Re: [PATCH v3 1/5] block: add weighted round robin for blkcgroup

Weiping Zhang <zwp10758@xxxxxxxxx> · Tue, 23 Jul 2019 22:29:48 +0800

Tejun Heo <tj@xxxxxxxxxx> 于2019年7月18日周四 下午10:00写道：
>
> Hello, Weiping.
>
> On Mon, Jun 24, 2019 at 10:28:51PM +0800, Weiping Zhang wrote:
> > +static const char *blk_wrr_name[BLK_WRR_COUNT] = {
> > +     [BLK_WRR_NONE]          = "none",
> > +     [BLK_WRR_LOW]           = "low",
> > +     [BLK_WRR_MEDIUM]        = "medium",
> > +     [BLK_WRR_HIGH]          = "high",
> > +     [BLK_WRR_URGENT]        = "urgent",
> > +};
>
Hello Tejun,

> cgroup controllers must be fully hierarchical which the proposed
> implementation isn't.  While it can be made hierarchical, there's only
> so much one can do if there are only five priority levels.
>

These priority are fully mapped to nvme specification except WRR_NONE.
The Weighted Round Robin only support some of nvme devices, not all nvme
support this feature, if you think the name of blkio.wrr is too common
for block layer
I like to rename it to blkio.nvme.wrr.
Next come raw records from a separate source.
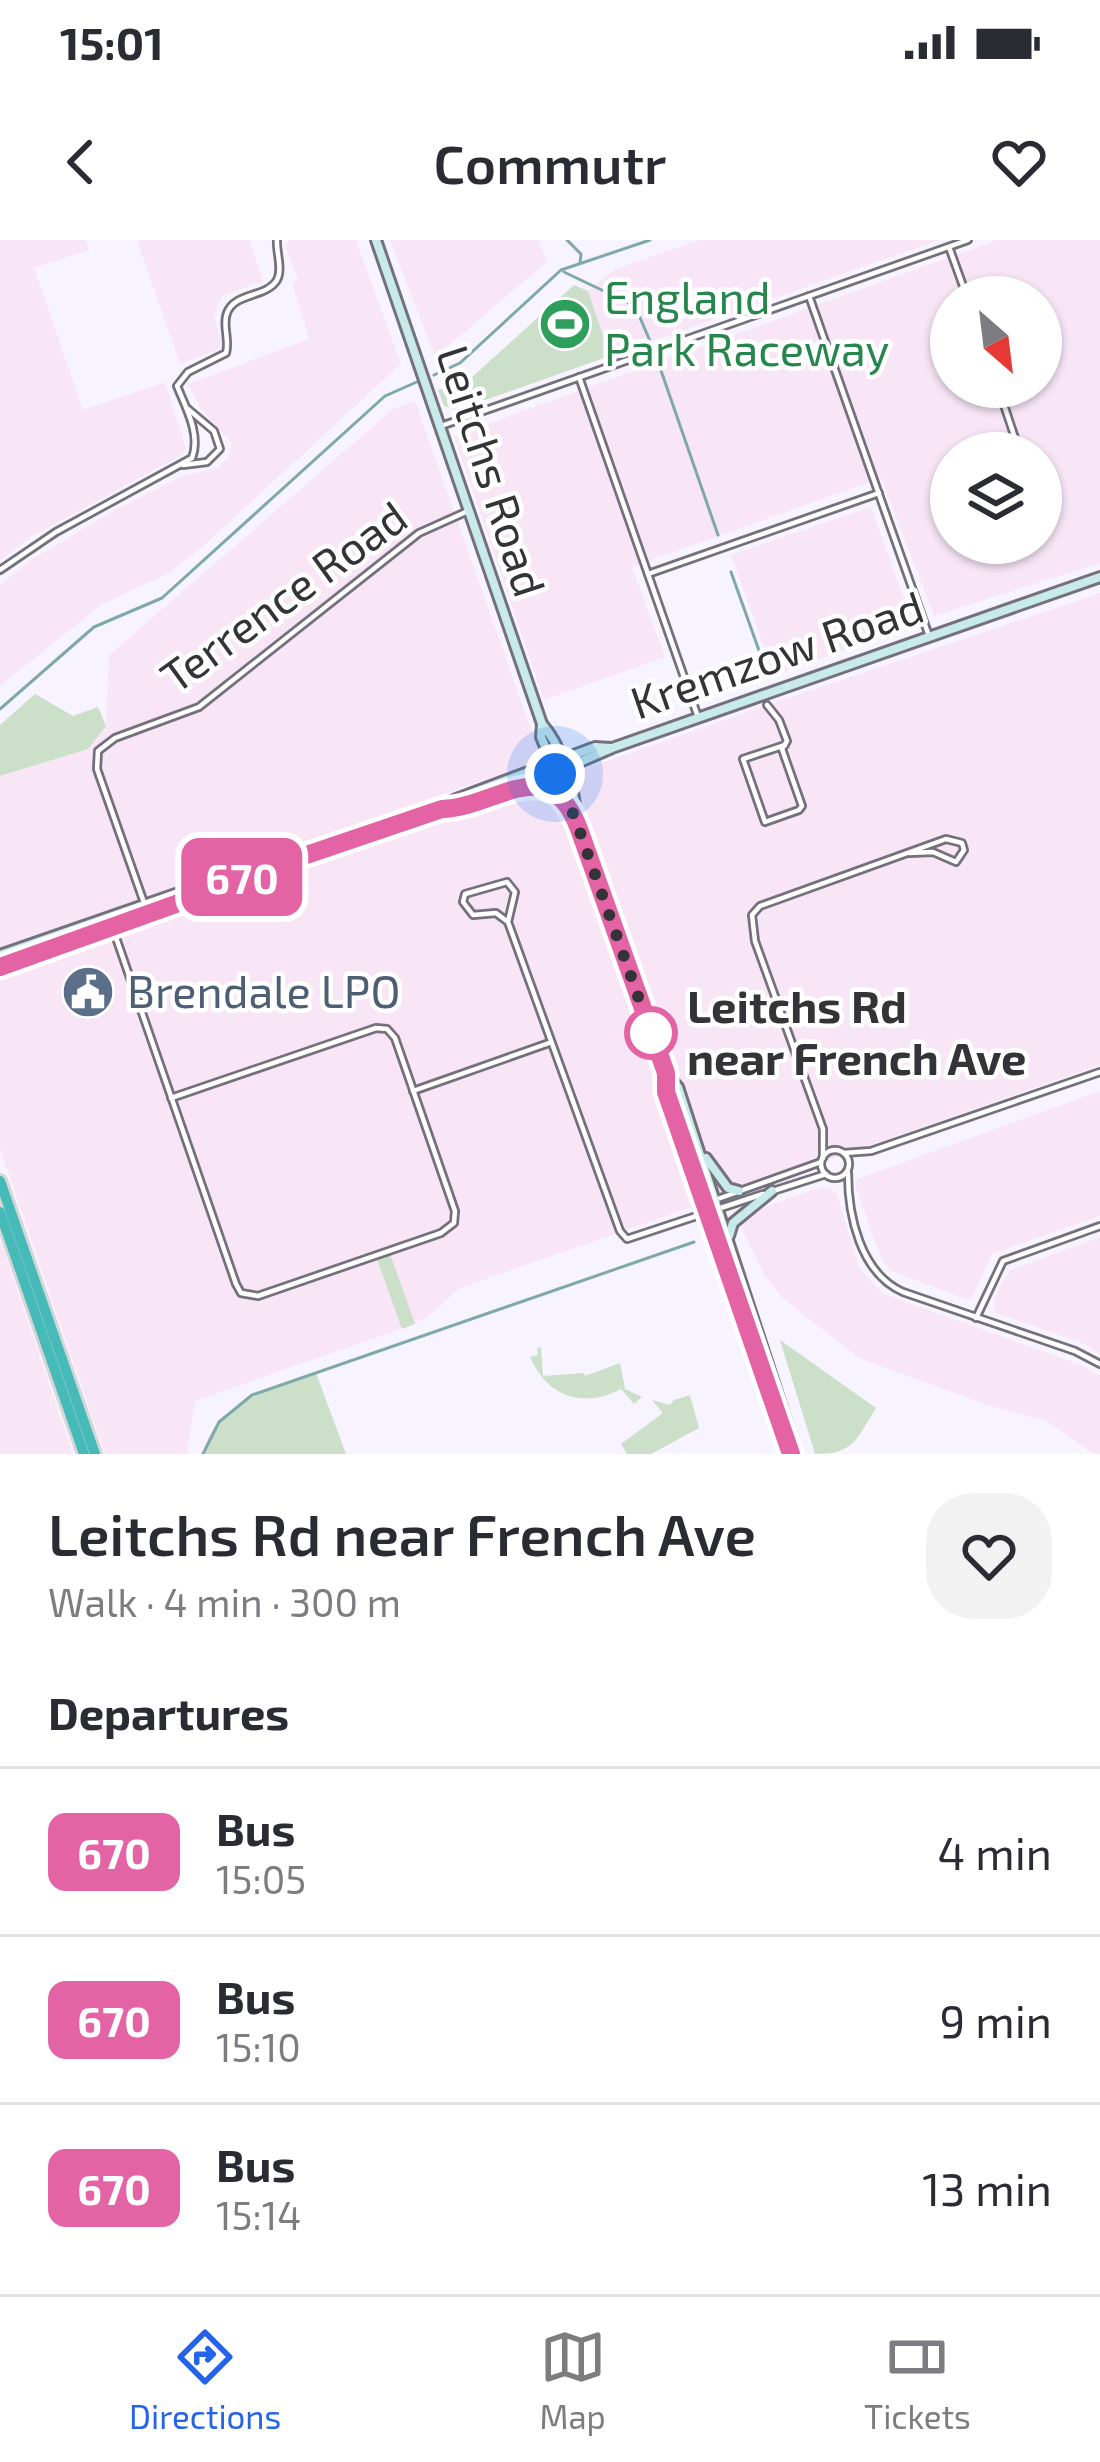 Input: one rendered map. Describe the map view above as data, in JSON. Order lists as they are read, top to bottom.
{
  "streets": {
    "street": ["Leitchs Road", "Terrence Road", "Kremzow Road"]
  },
  "crossings": [
    ["Leitchs Road", "Terrence Road"],
    ["Leitchs Road", "Kremzow Road"],
    ["Terrence Road", "Kremzow Road"]
  ],
  "places": {
    "sports": ["England Park Raceway"],
    "public building": ["Brendale LPO"],
    "other": ["Leitchs Rd near French Ave"]
  },
  "lines": ["bus line 670"],
  "north": "bottom right",
  "page": {
    "status": "15:01",
    "header": "Commutr",
    "on_map": "670",
    "heading": [
      ["Leitchs Rd near French Ave", "Walk · 4 min · 300 m"],
      "Departures"
    ],
    "list": [
      {
        "mark": "670",
        "name": "Bus",
        "note": "15:05",
        "value": "4 min"
      },
      {
        "mark": "670",
        "name": "Bus",
        "note": "15:10",
        "value": "9 min"
      },
      {
        "mark": "670",
        "name": "Bus",
        "note": "15:14",
        "value": "13 min"
      }
    ],
    "tabs": ["Directions", "Map", "Tickets"]
  }
}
This patchset implent a simple interface
to user, if user want to use this feature they should to know the Qos
of WRR provided by
nvme device is accetable for their applicatiions. The NVME WRR is a
simple and usefull
feature, I want to give user one more option when they select a proper
io isolation policy.
It's not a general io isolation method, like what blkio.throttlle or
iocost did, it just implement
a simple mapping between application and nvme hardware submission
queue,  not add
any extra io statistic at block layer. The weight of (high, medium,
low) and the burst can be
changed by nvme-set-feature command. But this patchset does not
support that, will be
added in the feature.

> Can you please take a look at the following?
>
>   http://lkml.kernel.org/r/20190710205128.1316483-1-tj@xxxxxxxxxx
>
> In comparison, I'm having a bit of hard time seeing the benefits of
> this approach.  In addition to the finite level limitation, the actual
> WRR behavior would be device dependent and what each level means is
> likely to fluctuate depending on the workload and device model.
>
>From the test result(sequtial and random) it seems the high priority
can get more
bps/iops than lower priority. If device cannot guarantee the io
latency when mixture
IOs issued to the device, I think, for WRR,  the software should tune Weigth of
high,medium, low and arbitration burst may provide a more stable
latency, like what
iocost does(tune overall io issue rate).

> I wonder whether WRR is something more valuable to help internal queue
> management rather than being exposed to userspace directly.
>
> Thanks.
>
> --
> tejun